The 86-year-old billionaire, who chairs the hedge fund BP Capital Management, also revised his previous forecast in which he said that the prices would hit the $100 mark as early as this year. According to Pickens, the idea of “peak oil” — when oil production goes into an irreversible decline — should not be ignored as regions other than the U.S. are experiencing decline in their oil output, Reuters reported.

“I think you could very well be at $100 a barrel by the end of 2016,” Pickens said at the Commonwealth Club of California in San Francisco.

Although oil prices briefly recovered in February after a 60 percent drop since highs last summer, U.S. crude dropped to less than $43 a barrel last week to as low as $42.85 for the first time since 2009.

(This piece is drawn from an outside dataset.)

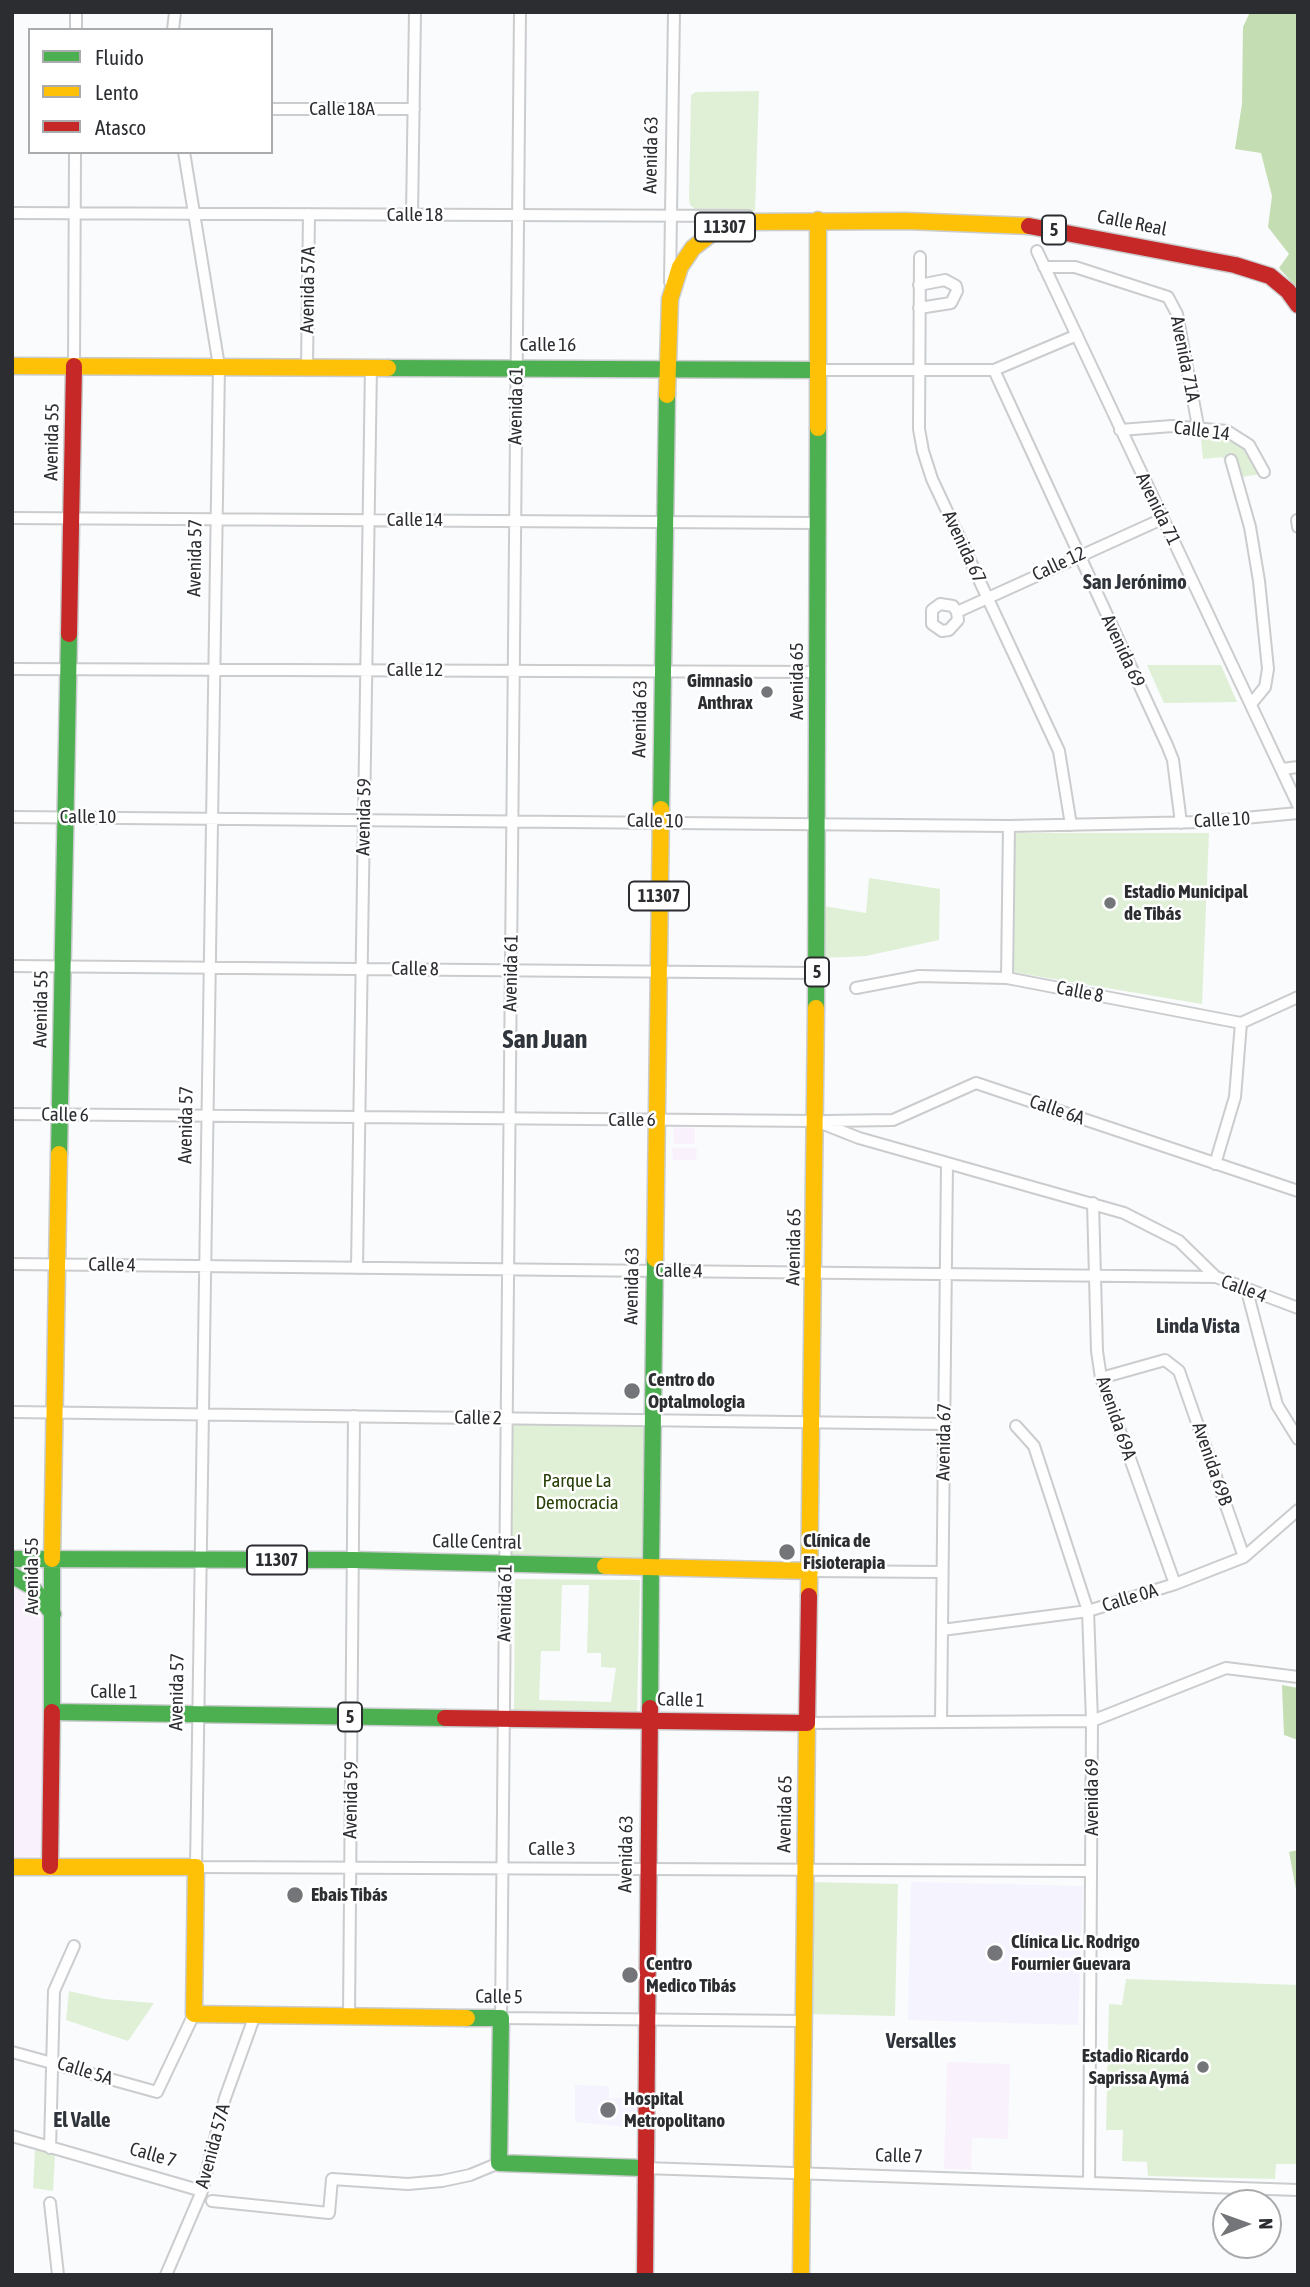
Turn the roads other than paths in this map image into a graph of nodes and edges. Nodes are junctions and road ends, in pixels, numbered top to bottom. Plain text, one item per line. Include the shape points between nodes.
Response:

Oil prices have tumbled sharply partly due to weaker Asian and European demand and an increase in North American production. On Tuesday, U.S. crude futures were at nearly $47.40 a barrel.

A global oversupply of oil is set to rise as China slows crude imports. In the most recent month, crude imports in key Asian markets like India and Japan were also down 20 percent and 11 percent from a year ago, respectively, Reuters reported.

“Asia-Pacific oil … balances remain in surplus with pressure peaking in April/May from rising crude stocks,” PIRA Energy, a U.S.-based consultancy firm, said in a research note, obtained by Reuters.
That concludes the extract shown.